Activity.
In the listing below, identify each line with the word "points" and return those lines.
Provided records START
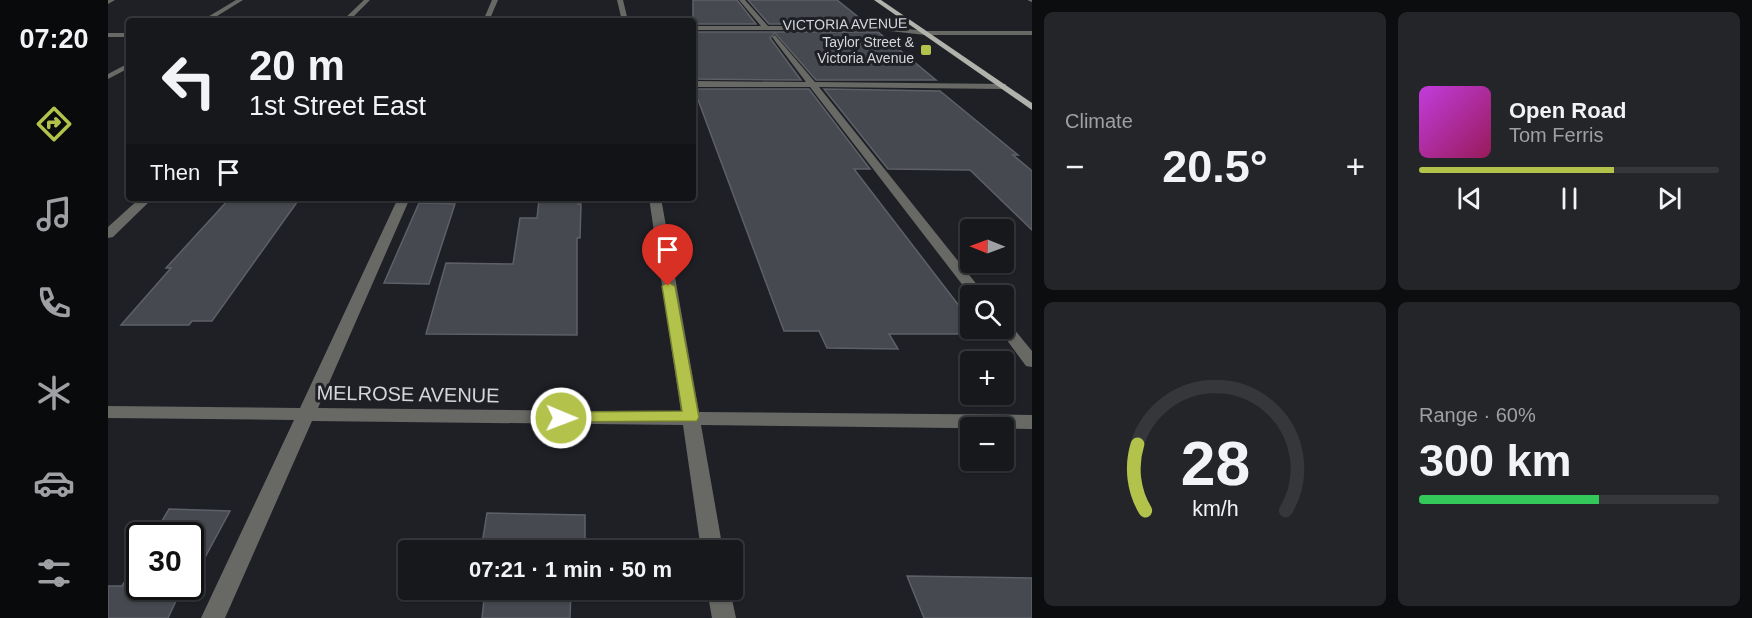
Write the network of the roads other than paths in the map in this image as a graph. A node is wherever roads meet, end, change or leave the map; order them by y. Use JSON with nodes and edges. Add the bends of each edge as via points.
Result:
Provided records END
Provided records START
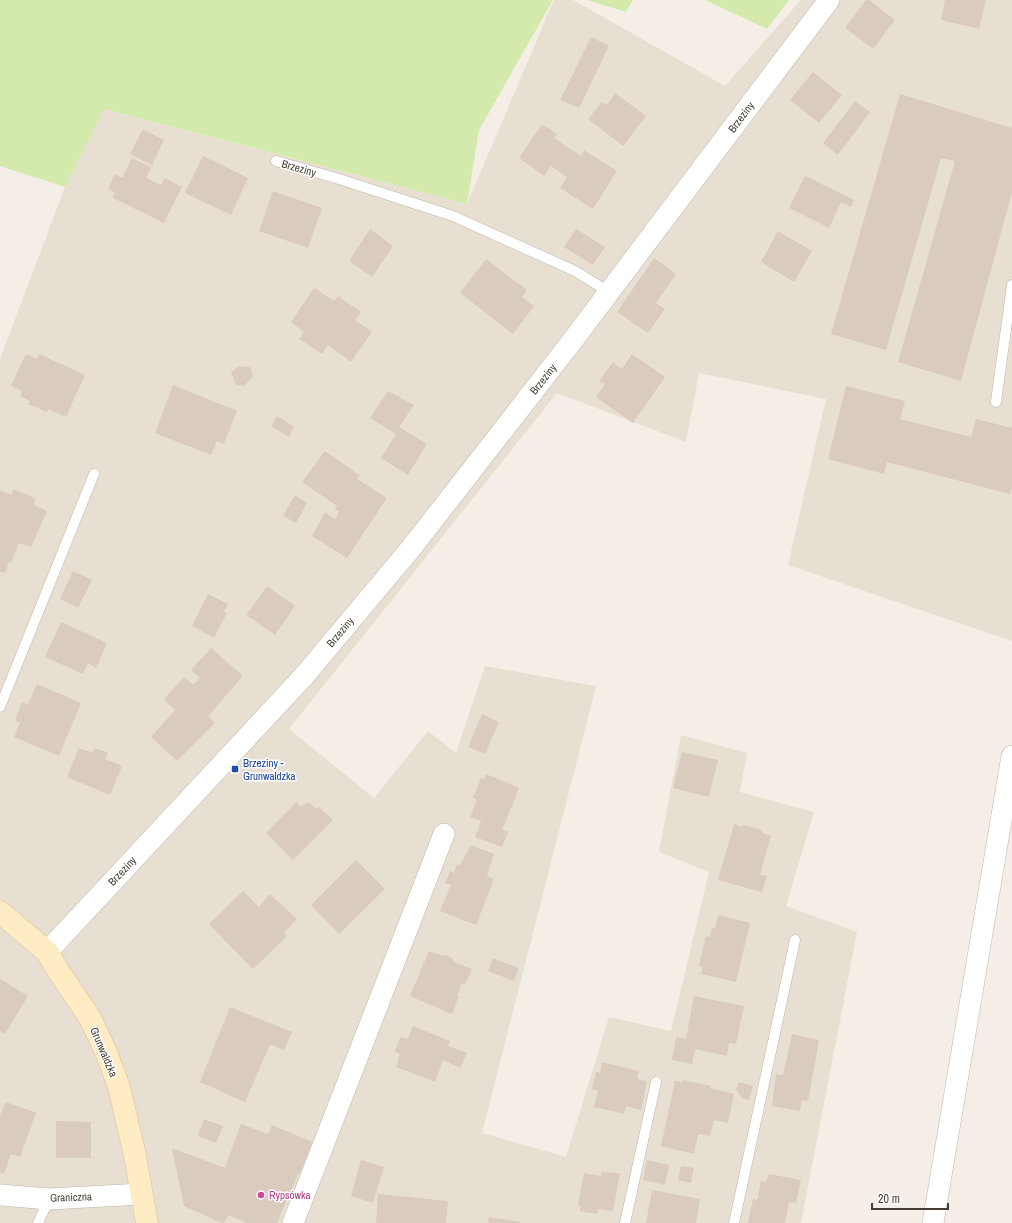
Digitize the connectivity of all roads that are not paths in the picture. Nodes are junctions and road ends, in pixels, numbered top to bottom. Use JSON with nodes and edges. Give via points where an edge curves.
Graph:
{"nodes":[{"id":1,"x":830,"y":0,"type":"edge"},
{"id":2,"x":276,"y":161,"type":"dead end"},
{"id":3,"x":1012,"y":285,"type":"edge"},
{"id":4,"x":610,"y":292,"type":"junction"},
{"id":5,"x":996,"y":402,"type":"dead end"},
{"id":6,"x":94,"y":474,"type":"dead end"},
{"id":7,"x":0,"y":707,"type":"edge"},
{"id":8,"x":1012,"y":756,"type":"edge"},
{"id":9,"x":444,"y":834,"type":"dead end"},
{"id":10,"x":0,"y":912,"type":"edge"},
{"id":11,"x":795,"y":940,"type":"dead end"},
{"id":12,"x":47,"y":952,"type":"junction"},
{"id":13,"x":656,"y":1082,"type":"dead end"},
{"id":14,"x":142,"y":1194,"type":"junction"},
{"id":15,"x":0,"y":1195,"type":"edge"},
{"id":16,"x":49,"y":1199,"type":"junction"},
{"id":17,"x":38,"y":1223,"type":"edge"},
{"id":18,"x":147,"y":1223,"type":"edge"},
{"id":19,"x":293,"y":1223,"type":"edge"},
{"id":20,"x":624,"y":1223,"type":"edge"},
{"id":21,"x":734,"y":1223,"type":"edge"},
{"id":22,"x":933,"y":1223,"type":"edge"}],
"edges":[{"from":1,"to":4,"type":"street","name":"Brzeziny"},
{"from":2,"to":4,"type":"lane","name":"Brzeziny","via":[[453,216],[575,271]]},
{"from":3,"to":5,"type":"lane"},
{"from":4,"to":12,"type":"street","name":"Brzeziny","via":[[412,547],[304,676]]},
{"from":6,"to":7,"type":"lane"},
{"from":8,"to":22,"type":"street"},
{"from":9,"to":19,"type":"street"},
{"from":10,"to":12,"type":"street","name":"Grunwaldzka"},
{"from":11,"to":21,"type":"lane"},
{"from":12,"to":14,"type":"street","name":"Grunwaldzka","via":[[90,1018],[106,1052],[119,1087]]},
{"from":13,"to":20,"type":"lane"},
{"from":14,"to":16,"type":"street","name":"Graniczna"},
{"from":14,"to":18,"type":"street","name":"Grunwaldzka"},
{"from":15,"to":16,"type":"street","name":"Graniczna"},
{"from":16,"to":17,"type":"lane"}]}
Provided records END
Output below.
Write the network of the roads other than paths in the map in this image as a graph. A node is wherever roads meet, end, change or leave the map; order them by y. Use JSON with nodes and edges. Add the bends of each edge as via points.
Digitize the connectivity of all roads that are not paths in the picture. Nodes are junctions and road ends, in pixels, numbered top to bottom. Use JSON with nodes and edges. Give via points where an edge curves.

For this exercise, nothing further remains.